Service-oriented architecture applications are designed to speak to one another but function independently. Companies can use various modules, which are designed to connect easily with existing systems. Observers have said that companies using the technology, such as Ameriprise, get the most benefit when they use it extensively throughout the organization.
“What IBM is doing, at least in our view, is they’re enhancing their products to cover spaces where we had to bring in alternative products to fit,” said Tracy LeGrand, the chief architect and vice president of technology, strategy, and architecture at Ameriprise.
The Minneapolis company, which American Express Co. spun off a year ago, has been using IBM’s applications since 2000. However, the technology often could not work with software from other vendors, and Ameriprise had to “become the integrator whenever it was IBM and non-IBM products,” Mr. LeGrand said. “So we’re excited at looking into some of the things that they’ve announced today, including the Webify acquisition.”
Webify built industry-specific applications for the health care and insurance markets. IBM said it plans to do the same for other industries, including financial services, though it would not say when.
Mr. LeGrand said the appeal for Ameriprise is that if its other vendors develop software according to the IBM standard, the products would be able to communicate with one another. The technology would create “a common language within your industry, not just within your company.”
Robert LeBlanc, the general manager for IBM’s WebSphere architecture, said that Webify’s technology has been rebranded as “WebSphere for Business-Services Fabric,” and that he anticipates “an eco-system to build around the capabilities” this technology would allow.
“Third-party vendors can build this unique set of services on top of the robust infrastructure, on top of the fabric,” he said.
WebSphere for Business-Services Fabric was one of several product introductions and upgrades IBM announced Tuesday. In all, it announced four new products, 23 product enhancements, and 11 service offerings, most of which could be useful in several industries.
Bart Narter, a senior analyst at Celent LLC in Boston, said the Webify purchase and the decision to promote its tools for business processes are “a good move for IBM,” as it addresses a need in its SOA offering.
“IBM has been very successful doing this with data structures in banking,” he said. “But they don’t have as fully developed something for business processes.”
However, IBM is not alone in this ambition, he said; SAP AG of Walldorf, Germany, does something similar to what IBM is trying to do with Webify. “SAP provides the tools, but they have voluntary committees of banks trying to put together the standard,” while IBM is writing the standard itself.
There will be competing standards, Mr. Narter said, but third-party vendors would be wise to write software using the standard written by the company that already works with its customer banks. If vendors to IBM banks could say their software is written to work on the IBM standard, “it’s a no-brainer sale.”
Still, Ameriprise’s integration problem would not go away if it uses IBM’s offering, Mr. Narter said. “It reduces it and standardizes it, which is a good thing,” but “I wouldn’t say it eliminates the problem.”

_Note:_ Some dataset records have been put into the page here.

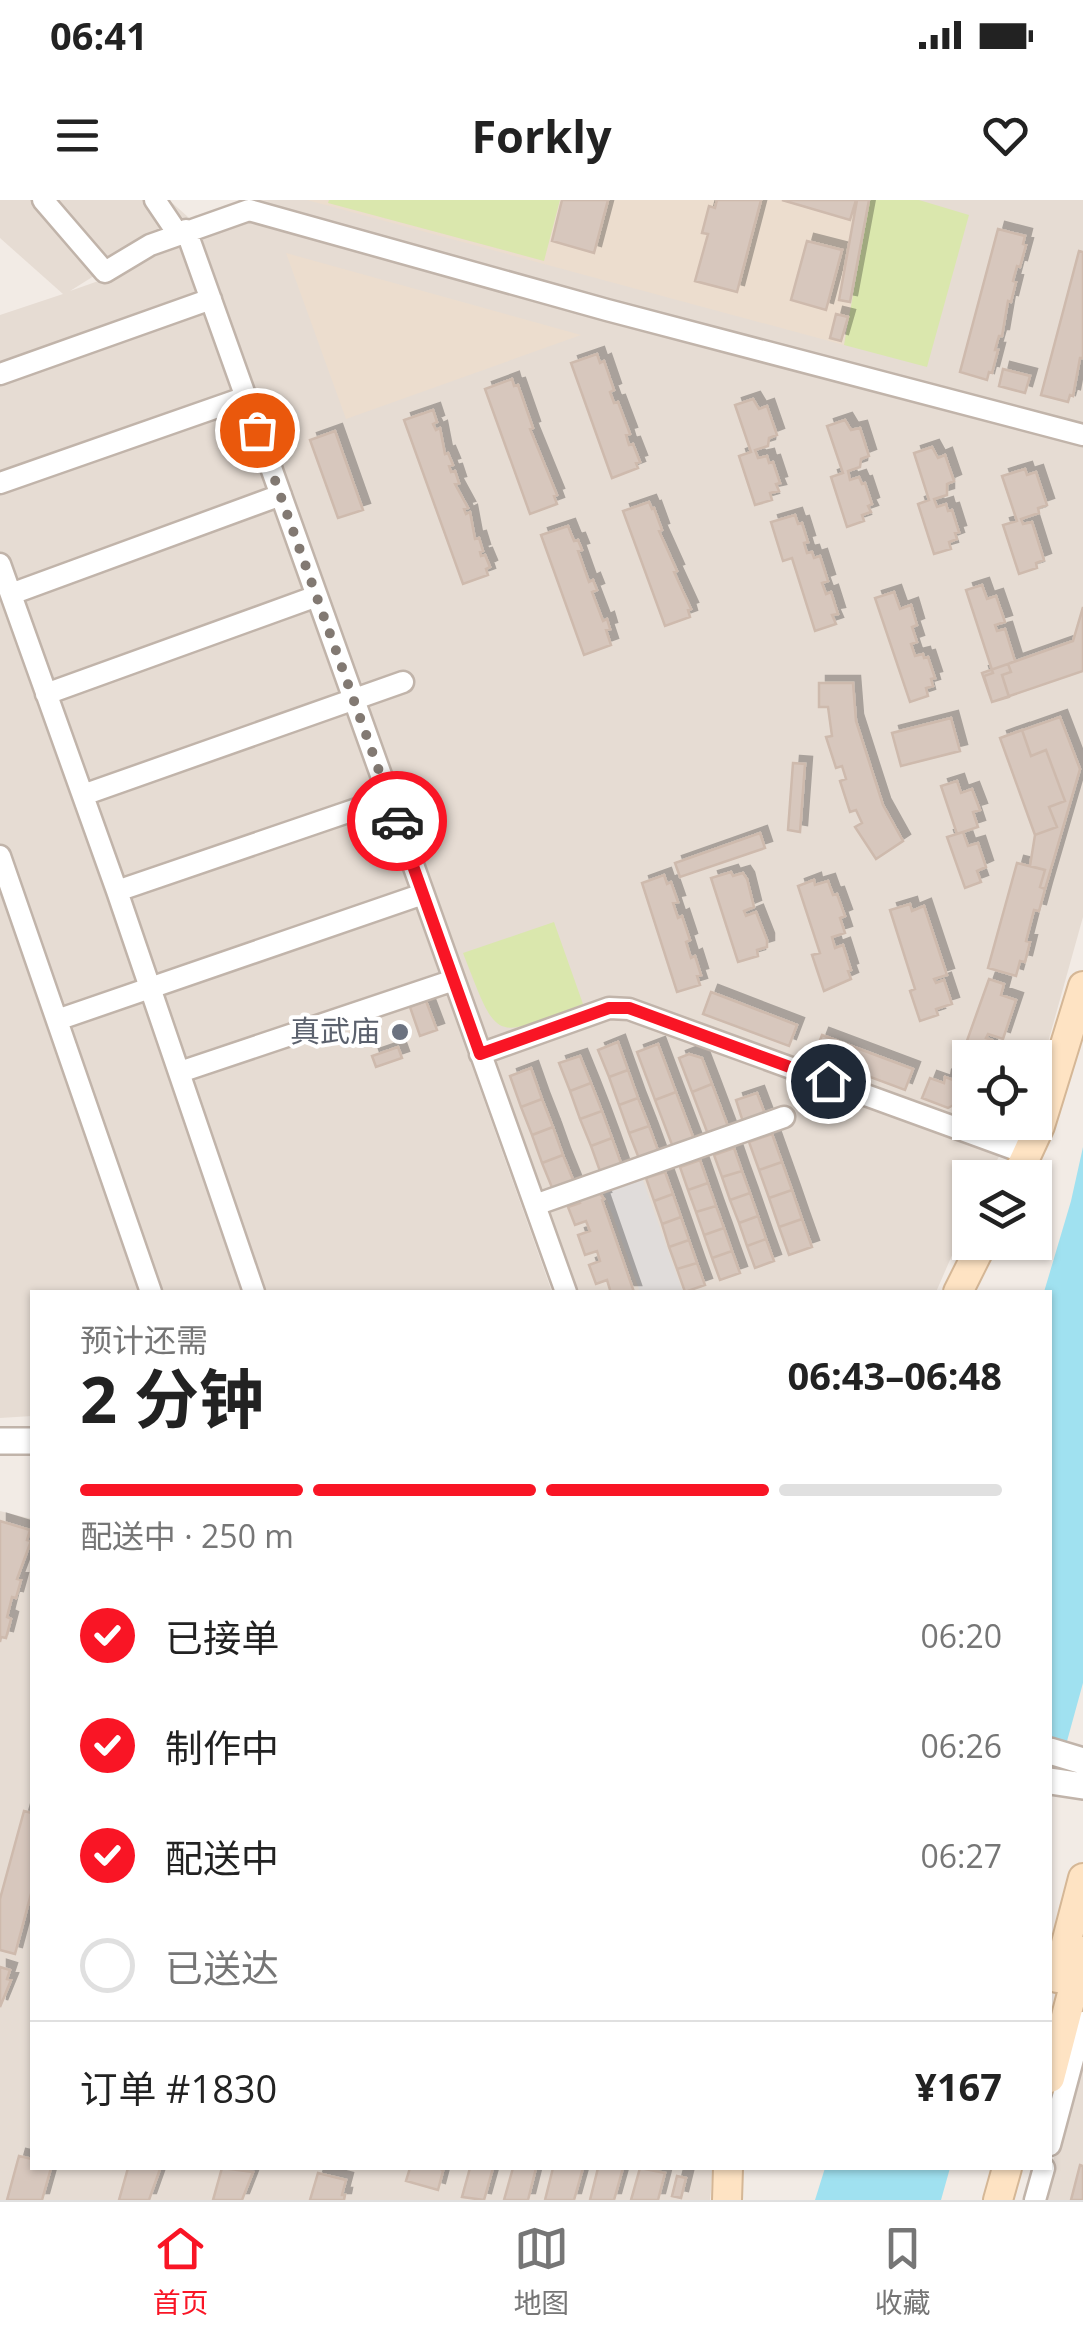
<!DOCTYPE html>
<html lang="zh">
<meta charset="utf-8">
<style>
:root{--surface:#fff;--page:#f6f6f6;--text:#222;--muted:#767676;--line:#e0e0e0;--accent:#f91525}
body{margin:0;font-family:"Open Sans","Noto Sans SC",sans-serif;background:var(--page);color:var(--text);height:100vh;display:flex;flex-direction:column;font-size:38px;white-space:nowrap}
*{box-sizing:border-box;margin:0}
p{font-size:32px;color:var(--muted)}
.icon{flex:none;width:55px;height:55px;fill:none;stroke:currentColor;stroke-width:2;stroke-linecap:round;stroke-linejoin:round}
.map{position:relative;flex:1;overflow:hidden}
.sheet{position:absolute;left:30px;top:1090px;width:1022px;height:880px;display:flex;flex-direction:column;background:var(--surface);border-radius:0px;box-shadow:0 2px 8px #0004}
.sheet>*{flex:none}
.controls{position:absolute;left:952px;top:840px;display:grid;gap:20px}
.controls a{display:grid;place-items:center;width:100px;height:100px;border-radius:0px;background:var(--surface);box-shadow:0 2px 8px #0004;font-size:50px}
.pin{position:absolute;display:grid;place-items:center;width:85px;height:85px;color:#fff;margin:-42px;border:5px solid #fff;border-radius:50%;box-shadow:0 2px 10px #0007}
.courier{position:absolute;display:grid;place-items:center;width:100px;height:100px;margin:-50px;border:8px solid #f91525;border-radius:50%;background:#fff;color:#222;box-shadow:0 2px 12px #0007}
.headline em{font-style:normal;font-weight:700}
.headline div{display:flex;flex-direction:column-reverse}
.headline{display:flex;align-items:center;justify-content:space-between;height:170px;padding:0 50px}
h1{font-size:65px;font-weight:700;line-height:75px}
.bar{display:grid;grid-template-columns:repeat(4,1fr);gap:15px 10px;align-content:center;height:120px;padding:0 50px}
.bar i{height:12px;border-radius:8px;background:var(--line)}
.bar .active{background:var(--accent)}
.bar p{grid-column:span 4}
.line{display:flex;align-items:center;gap:25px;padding:0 50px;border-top:2px solid var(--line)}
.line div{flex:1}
ol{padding:0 50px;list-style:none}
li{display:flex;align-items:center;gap:30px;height:110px}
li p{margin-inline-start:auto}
li .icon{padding:10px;border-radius:50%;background:var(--accent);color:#fff;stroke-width:4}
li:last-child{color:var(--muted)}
li i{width:55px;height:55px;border:5px solid var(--line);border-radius:50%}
.status{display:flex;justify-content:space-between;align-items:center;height:70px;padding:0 50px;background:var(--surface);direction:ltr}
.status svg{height:28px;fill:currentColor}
header{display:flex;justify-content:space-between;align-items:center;height:130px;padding:0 50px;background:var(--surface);font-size:45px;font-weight:700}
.tab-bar{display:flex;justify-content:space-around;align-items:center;height:140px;border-top:2px solid var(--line);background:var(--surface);font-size:28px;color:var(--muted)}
.tab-bar a{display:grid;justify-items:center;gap:5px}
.tab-bar .active{color:var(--accent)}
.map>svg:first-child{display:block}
.residential{fill:#e6dcd3}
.education{fill:#ecddce}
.green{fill:#dae7ad}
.parking{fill:#e0dcda}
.water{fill:#a0e1f0}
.building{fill:#d7c7bd;stroke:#cebaad;stroke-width:2.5;filter:url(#shadow)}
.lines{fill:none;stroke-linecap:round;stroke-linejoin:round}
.minor-casing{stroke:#c1b4aa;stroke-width:25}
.tertiary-casing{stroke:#c1b4aa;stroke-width:30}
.secondary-casing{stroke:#d5b796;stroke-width:32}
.minor{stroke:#fff;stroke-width:20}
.tertiary{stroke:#fff;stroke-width:25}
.secondary{stroke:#fee3c3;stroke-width:28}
.done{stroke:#827972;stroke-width:10;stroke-dasharray:0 18}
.route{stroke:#f91525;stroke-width:12}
.worship-dot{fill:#6b7280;stroke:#fff;stroke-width:4}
.labels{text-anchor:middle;stroke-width:8;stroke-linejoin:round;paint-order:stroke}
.worship-label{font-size:30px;fill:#5b616d;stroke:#fff;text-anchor:end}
</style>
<div class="status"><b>06:41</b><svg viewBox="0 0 49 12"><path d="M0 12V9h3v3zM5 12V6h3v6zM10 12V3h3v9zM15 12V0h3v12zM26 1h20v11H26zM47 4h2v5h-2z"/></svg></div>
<header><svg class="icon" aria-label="menu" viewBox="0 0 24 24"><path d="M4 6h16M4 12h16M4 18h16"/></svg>Forkly<svg class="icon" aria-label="heart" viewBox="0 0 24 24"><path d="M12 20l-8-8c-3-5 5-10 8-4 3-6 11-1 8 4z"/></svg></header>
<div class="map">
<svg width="1083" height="2000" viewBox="0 0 1083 2000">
<defs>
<filter id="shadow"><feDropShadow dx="7" dy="-7" stdDeviation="0" flood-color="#0004"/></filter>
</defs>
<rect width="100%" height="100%" fill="#f2ebe5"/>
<path class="residential" d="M0,0H169L188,17L70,91L104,79L178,38L552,1092H32V1216L0,1218V115L63,94L0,38Z
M239,0H1083V717L1035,889V858H970V922L1017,923L988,977L970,978V1014L936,1092H575L194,16L228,8Z
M0,1311L32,1319V1968H713L710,2000H0Z
M1083,1857V2000H1042Z"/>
<path class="education" d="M307,0H870L844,145Z
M286,53L581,135L346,219Z"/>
<path class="green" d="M329,0H560L544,61L328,3Z
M870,0H919L969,15L927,167L844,145Z
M554,722L583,804C492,839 499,845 463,753Z"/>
<path class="parking" d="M640,972L683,1092H640L602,986Z"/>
<path class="water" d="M1083,947V1483L1050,1603V1092H1044L1071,1001Z
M825,1968H950L941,2000H815Z"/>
<path class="building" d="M562,0H608L594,53L552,41Z
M717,0H761L737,92L695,81L708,34L702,33L709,6L715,8Z
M782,0H856L850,20Z
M857,0H869L850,102L839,100Z
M998,29L1025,36L1023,44L1026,45L1020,67L1017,66L1013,81L1016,82L1011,102L1008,101L1002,136H999L995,150H998L992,173L989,172L987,180L960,172Z
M807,41L842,50L826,110L791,100Z
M1079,51L1083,52V158H1080L1073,196L1070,195L1068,202L1041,195Z
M836,114L848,117L841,141L830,138Z
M597,154L600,163L604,161L614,190L610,192L614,203L618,202L630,234L626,235L629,245L633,244L640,262L636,263L638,268L612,278L571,163Z
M1003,169L1030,176L1025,193L999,186Z
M512,179L514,186L518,185L533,228L530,229L557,295L554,296L557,304L530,314L485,189Z
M753,199L759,209L767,206L777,235L769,238L768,246L755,250L758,258L767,256L769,263L773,262L780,283L776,284L779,291L770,293L772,300L755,305L739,256L751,252L735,205Z
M433,210L437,222L433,224L436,230L440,228L445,254L448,253L453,265L449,266L451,272L455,271L459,283L455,284L468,308L464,309L466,314L470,312L475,339L479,338L483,351L480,352L481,356L485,355L490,367L486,369L488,375L463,384L404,220Z
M845,220L851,230L860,228L869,256L861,259L860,267L848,271L850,280L859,277L862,284L865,283L872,304L868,306L871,312L862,315L864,321L847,327L831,277L843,273L827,226Z
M335,231L363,310L338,318L310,240Z
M932,247L938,258L945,255L954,281L947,284V295L934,299L937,307L946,304L948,311L952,310L959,332L955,333L957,339L949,342L951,349L934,354L918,304L929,300L914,253Z
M1025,269L1027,275L1036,272L1047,305L1038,308L1039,313L1021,319L1023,324L1032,322L1044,360L1036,363L1037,368L1019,374L1003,325L1017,321L1002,276Z
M649,302L652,309L654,308L662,330L659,331L677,371L674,372L691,409L688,410L690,417L665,426L623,311Z
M795,315L798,324L802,323L808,342L804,343L807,353L812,352L814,358L820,356L828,381L822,383L826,394L831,392L838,414L832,415L836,424L815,431L792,358L783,361L771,322Z
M568,326L574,341L578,340L582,350L578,351L589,382L593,380L597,390L592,392L603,421L607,419L610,429L606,430L611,445L584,455L541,335Z
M982,385L987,399L996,396L1005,422L995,425L997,431L1005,429L1015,461L1008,464L1011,472L1002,475L1009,497L992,502L984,476L993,473L966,390Z
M894,392L900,409L911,405L917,425L912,427L917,442L911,444L915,456L923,454L924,458L928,457L935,478L931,479L933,486L926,488L928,496L910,502L875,398Z
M1083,407V471L992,502L982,473L1073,441Z
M819,483H853L856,521L883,605L903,641L876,659L855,627L862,623L856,610L850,612L840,581L846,579L842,566L836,568L826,537L832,536L828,507H819Z
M1060,517L1080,569L1045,689L1040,687L1045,670L1030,666L1035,635L1000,538Z
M951,518L960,551L901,566L892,533Z
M1022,530L1031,556L1046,550L1065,601L1049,607L1057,627L1035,635L1000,538Z
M793,563L805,564L800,632L788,630Z
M957,581L961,593L972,589L980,610L973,612L978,627L957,634L941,586Z
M963,632L968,646L978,643L986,667L977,671L981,682L965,688L947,637Z
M760,633L765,648L680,677L675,663Z
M1017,663L1045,670L1040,687L1045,689L1039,711L1034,710L1026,741L1030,742L1025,762L1020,761L1016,776L988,768Z
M731,672L733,676L743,673L747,679L754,707L744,711L746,716L756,712L767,740V747L757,750L758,756L738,762L711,678Z
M664,675L667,684L671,682L678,702L673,703L678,718L682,716L690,740L686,742L691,758L695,756L701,775L697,776L700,785L677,792L642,683Z
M814,680L815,685L828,681L833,695L837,694L845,716L840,718L845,733L832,737L835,748L843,745L851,770L848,771L851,779L824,791L812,755L820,753L798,686Z
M910,704L912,711L924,706L947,775L934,779L936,783L944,780L952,804L936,809L938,815L920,821L910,791L915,789L890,710Z
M989,779L1004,784L1001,795L1016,800L1003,839L988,834L986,838L992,840L986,858H970V886L953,880Z
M711,792L797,825L789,846L703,814Z
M426,801L437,830L420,836L410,807Z
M822,835L913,869L905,890L814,856Z
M618,842L628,870L609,877L598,850Z
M658,844L676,892L655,900L637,852Z
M398,847L402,858L376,867L372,856Z
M689,854L702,858L712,884L692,892L679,858Z
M580,856L591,883L570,891L559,863Z
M531,868L542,899L521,907L510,876Z
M628,870L638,898L619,905L609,877Z
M945,877L970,886V896L948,908L922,898L930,878L944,883Z
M591,883L602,911L580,919L570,891Z
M712,884L729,929L709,937L692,892Z
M676,892L695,942L674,950L655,900Z
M757,893L765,914L743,922L736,900Z
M638,898L649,926L629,933L619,905Z
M542,899L553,927L532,935L521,907Z
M602,911L612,938L591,946L580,919Z
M649,926L659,953L640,961L629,933Z
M553,927L563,955L542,963L532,935Z
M772,934L782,962L759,970L749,942Z
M612,938L622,966L601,974L591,946Z
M734,948L742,971L722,977L714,955Z
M563,955L574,982L553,990L542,963Z
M700,960L708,983L688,990L680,967Z
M782,962L792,990L769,998L759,970Z
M742,971L750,993L730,1000L722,977Z
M665,972L673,994L654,1001L646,978Z
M708,983L716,1006L696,1012L688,990Z
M792,990L802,1019L779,1027L769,998Z
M598,991L604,999L602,1000L634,1092H603L610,1090L607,1080L596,1084L589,1065L600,1061L597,1051L585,1055L578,1035L590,1031L586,1021L575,1025L568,1007L580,1003L578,998Z
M750,993L758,1016L739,1023L730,1000Z
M673,994L681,1017L662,1024L654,1001Z
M716,1006L724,1028L704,1035L696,1012Z
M758,1016L766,1039L747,1046L739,1023Z
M681,1017L689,1040L669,1047L662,1024Z
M802,1019L812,1047L789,1055L779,1027Z
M724,1028L732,1051L712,1058L704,1035Z
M766,1039L774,1061L755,1068L747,1046Z
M689,1040L697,1063L677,1069L669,1047Z
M732,1051L740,1073L720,1080L712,1058Z
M697,1063L705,1085L685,1092L677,1069Z
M0,1321L30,1330L27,1340L31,1341L17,1379L21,1380L16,1398L12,1397L7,1417L11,1419L6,1438L1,1437L0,1442Z
M24,1611L32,1613V1690L15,1754L0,1750V1699Z
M0,1767L10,1770L7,1779L11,1780L0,1807Z
M19,1956L32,1959V1968H51L42,2000H7Z
M1080,1965L1083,1966V2000H1071Z
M128,1968L160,1969L149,2000H119Z
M222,1968L253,1972L242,2000H213Z
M410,1968H440L443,1971L438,1990L406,1981Z
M470,1968H493L484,2000L462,1997Z
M513,1968H536L528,2000H504Z
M553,1968H583L574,2000H545Z
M598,1968H623L614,2000H590Z
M640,1968L665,1973L658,2000H631Z
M318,1973L346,1980L342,1995H345L344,2000H310Z
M677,1976L686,1978L681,1998L672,1996Z"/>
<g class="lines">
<defs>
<path id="minor" d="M43,0L105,72L150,45L249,10L607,110L1083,235
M155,0L178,34
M186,30L566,1092
M0,174L211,99
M0,283L246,197
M0,364L117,691L254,1092
M11,394L281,295
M46,494L317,396
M83,595L403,482
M0,656L151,1092
M117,691L389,598
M57,820L423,694
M480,854L609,808L629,809L1028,954
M180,872L454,780
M535,1005L784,917
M1050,1945L1083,1822
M1035,2000L1044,1968"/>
<path id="tertiary" d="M0,1241H32
M1050,1551L1083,1561
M1050,1581L1083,1586"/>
<path id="secondary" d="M1016,978L1040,926L1083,786
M958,1092L983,1042
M1057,1778L1083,1678
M1050,1878L1083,1751
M727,2000L728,1968
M998,2000L1007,1968"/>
</defs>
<use href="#minor" class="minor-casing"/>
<use href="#tertiary" class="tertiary-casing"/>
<use href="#secondary" class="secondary-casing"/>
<use href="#minor" class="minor"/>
<use href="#tertiary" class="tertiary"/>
<use href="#secondary" class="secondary"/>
</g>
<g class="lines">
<path class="done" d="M257,230L397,621"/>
<path class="route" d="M397,621L480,854L609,808H629L828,881"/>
</g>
<circle class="worship-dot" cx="400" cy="832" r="10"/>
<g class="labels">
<g class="worship-label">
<text x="380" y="842">真武庙</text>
</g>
</g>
</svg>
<div class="controls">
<a><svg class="icon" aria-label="locate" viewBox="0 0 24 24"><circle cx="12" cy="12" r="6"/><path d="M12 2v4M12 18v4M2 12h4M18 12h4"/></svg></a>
<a><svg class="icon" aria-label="layers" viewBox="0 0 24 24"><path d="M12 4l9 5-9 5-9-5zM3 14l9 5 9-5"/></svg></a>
</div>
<div class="pin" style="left:257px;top:230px;background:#ea580c"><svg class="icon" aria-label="bag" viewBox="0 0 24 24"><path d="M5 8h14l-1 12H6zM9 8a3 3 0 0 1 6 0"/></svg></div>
<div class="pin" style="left:828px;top:881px;background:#1f2937"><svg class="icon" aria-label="home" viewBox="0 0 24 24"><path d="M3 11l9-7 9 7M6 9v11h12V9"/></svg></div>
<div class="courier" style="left:397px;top:621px"><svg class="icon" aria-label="car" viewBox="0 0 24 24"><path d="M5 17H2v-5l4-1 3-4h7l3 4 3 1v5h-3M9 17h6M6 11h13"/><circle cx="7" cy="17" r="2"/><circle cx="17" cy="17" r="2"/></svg></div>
<section class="sheet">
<div class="headline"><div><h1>2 分钟</h1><p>预计还需</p></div><em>06:43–06:48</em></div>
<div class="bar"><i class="active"></i><i class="active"></i><i class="active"></i><i></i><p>配送中 · 250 m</p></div>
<ol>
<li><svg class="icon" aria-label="check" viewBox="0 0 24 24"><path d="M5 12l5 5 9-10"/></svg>已接单<p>06:20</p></li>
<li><svg class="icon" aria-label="check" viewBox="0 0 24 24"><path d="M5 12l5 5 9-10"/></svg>制作中<p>06:26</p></li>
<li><svg class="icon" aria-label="check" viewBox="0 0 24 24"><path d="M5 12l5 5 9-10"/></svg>配送中<p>06:27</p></li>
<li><i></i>已送达</li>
</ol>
<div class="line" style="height:130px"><div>订单 #1830</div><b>¥167</b></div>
</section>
</div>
<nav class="tab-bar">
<a class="active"><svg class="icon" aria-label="home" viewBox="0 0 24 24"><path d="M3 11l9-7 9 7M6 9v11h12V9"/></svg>首页</a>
<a><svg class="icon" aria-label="map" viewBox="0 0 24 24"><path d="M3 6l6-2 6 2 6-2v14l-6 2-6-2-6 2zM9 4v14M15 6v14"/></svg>地图</a>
<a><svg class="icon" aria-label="saved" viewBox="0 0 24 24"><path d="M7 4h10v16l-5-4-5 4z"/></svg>收藏</a>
</nav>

Banks that use IBM technology may have a hard time using the still-incomplete standard, because they have invested so much in software that was written before IBM bought Webify, he said. “If they’re already on the way to SOA, they’ve already developed business processes.”
IBM can guide the development of its standard to make sure it is compatible, but the integration with current customers would not be painless, he said.